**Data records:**
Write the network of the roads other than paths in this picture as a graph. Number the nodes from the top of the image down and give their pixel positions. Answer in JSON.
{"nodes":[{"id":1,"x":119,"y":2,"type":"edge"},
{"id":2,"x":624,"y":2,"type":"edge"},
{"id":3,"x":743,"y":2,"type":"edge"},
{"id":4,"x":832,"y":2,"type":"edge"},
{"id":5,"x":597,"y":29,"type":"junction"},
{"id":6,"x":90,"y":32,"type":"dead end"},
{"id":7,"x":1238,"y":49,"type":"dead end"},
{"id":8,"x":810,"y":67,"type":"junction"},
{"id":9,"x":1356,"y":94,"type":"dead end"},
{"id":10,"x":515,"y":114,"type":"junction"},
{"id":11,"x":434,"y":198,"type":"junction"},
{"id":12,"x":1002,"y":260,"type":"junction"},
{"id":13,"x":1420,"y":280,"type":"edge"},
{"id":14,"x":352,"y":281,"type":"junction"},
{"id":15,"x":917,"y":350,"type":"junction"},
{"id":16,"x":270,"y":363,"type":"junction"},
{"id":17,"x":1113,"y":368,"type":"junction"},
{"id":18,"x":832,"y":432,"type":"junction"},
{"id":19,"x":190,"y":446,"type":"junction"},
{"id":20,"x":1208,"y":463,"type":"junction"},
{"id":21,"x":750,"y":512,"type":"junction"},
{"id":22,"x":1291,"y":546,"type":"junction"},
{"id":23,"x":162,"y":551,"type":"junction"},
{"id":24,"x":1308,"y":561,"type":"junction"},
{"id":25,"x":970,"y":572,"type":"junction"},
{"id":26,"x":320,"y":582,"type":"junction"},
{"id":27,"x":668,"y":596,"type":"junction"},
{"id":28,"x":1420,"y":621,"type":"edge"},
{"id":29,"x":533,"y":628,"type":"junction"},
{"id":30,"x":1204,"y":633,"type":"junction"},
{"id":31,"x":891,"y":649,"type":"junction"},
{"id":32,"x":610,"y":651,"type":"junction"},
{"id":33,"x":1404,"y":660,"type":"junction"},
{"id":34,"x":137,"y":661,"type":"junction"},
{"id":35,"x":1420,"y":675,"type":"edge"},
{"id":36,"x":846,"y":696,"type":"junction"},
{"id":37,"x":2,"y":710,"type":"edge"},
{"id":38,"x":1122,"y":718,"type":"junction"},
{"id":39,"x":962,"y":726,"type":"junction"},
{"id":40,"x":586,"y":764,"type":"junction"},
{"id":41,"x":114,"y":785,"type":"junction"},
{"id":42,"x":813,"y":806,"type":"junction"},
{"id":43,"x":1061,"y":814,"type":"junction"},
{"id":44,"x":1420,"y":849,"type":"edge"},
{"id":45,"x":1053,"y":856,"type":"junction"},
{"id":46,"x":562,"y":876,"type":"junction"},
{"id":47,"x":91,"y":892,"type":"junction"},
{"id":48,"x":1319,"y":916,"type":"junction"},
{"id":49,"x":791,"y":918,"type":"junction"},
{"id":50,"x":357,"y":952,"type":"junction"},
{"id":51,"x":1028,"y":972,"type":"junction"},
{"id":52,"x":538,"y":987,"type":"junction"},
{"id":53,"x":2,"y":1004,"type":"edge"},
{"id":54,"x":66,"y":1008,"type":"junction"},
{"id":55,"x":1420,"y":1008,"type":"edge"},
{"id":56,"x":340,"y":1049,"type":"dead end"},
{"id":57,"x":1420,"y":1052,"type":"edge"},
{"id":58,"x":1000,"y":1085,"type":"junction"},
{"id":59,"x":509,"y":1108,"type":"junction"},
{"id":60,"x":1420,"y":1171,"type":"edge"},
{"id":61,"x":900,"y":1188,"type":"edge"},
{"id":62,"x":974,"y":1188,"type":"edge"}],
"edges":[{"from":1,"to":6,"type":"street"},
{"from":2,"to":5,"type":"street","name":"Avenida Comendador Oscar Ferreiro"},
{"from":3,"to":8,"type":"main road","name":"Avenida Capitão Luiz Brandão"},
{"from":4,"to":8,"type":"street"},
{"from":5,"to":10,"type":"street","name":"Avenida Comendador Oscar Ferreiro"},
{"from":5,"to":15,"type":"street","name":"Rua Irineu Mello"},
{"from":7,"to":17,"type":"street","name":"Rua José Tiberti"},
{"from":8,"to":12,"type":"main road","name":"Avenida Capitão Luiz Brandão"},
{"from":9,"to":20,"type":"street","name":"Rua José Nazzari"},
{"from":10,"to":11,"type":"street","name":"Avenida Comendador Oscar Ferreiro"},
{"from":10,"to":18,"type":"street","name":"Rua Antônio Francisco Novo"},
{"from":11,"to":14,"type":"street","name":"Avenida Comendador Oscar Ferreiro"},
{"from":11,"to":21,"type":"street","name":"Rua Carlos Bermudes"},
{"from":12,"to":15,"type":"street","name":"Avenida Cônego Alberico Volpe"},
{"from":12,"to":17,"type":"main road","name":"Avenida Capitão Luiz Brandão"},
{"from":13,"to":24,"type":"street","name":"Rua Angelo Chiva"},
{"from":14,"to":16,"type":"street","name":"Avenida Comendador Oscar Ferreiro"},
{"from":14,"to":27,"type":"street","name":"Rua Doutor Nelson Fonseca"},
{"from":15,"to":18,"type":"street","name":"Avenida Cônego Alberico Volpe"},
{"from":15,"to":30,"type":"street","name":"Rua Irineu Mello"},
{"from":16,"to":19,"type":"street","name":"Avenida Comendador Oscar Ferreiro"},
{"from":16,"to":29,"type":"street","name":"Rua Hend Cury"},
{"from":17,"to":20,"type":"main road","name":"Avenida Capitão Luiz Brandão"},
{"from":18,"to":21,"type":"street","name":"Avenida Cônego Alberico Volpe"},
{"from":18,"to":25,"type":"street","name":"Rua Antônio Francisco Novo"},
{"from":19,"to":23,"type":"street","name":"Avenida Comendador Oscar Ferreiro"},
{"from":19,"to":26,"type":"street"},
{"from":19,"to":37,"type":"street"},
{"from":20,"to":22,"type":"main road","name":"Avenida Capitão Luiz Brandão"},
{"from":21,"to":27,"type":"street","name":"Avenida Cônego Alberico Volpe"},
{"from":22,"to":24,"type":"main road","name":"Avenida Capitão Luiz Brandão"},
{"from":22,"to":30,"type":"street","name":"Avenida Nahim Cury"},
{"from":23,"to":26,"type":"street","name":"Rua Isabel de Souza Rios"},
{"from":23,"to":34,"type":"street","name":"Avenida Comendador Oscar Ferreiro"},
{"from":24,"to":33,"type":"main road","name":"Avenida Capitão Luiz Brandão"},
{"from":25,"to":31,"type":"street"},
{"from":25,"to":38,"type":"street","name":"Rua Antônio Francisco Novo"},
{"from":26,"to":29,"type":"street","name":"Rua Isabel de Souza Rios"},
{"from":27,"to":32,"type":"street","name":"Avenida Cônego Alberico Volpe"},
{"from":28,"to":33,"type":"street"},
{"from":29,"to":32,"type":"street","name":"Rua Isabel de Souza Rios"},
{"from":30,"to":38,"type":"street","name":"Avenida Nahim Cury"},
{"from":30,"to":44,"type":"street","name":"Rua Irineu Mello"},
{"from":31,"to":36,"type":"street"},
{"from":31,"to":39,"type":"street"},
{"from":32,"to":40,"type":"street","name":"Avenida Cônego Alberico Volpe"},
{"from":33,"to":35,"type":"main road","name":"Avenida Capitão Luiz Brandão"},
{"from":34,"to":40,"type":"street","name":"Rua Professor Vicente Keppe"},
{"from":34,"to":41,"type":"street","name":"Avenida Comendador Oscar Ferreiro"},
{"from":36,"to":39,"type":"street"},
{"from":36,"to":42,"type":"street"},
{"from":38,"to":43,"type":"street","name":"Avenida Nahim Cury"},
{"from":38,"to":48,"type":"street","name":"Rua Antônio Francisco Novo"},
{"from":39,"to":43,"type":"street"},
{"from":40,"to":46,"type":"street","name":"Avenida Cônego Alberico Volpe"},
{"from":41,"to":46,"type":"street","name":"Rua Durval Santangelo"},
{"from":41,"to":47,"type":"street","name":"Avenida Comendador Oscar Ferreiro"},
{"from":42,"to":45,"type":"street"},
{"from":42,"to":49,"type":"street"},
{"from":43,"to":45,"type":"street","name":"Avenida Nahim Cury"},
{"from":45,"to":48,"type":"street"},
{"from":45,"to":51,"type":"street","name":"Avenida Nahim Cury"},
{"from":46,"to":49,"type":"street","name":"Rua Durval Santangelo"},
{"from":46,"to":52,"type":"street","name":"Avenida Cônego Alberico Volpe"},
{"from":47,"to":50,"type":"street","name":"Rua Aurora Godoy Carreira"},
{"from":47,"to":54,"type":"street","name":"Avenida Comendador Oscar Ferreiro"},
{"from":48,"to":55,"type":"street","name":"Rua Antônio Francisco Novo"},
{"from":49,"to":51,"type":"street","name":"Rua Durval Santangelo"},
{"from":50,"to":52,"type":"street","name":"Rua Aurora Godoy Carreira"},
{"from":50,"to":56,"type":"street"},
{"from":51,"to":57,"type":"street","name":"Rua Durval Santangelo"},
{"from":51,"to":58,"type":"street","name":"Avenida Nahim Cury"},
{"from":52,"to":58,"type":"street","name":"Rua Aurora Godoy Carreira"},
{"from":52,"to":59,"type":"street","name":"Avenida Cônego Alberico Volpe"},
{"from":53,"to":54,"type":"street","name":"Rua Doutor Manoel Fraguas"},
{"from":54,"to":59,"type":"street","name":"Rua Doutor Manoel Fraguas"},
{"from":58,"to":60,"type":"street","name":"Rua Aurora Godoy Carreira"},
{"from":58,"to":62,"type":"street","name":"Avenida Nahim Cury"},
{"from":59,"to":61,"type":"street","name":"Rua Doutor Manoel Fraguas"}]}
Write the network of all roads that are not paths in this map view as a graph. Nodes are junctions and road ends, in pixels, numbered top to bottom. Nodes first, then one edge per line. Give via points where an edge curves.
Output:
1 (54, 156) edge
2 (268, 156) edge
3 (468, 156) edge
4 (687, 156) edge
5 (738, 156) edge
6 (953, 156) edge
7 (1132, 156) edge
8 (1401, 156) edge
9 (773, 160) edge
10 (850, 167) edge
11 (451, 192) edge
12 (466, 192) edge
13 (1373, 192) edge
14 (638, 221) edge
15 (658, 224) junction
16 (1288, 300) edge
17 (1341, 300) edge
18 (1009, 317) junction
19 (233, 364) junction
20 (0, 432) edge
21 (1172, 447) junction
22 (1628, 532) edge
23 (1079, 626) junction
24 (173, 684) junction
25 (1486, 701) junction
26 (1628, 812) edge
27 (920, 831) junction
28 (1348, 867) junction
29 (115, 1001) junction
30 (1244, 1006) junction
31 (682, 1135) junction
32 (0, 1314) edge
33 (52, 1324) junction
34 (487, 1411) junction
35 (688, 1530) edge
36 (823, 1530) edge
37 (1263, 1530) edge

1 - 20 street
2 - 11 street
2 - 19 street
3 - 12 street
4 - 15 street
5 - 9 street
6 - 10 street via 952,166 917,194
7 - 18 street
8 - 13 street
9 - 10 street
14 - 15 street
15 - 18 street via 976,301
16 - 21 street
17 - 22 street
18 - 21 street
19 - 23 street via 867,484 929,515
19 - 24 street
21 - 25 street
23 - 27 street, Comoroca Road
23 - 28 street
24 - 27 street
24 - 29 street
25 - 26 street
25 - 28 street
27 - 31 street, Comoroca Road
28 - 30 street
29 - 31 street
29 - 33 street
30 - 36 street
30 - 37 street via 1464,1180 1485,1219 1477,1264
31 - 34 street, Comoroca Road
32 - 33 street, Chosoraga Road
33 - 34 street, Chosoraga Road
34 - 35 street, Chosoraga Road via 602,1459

**GOAL OF THE EXERCISE:**
Throughout the records, the word "Oscar" shows up on certain lines. Report how many lines, with only the number.

**EXERCISE OUTPUT:**
11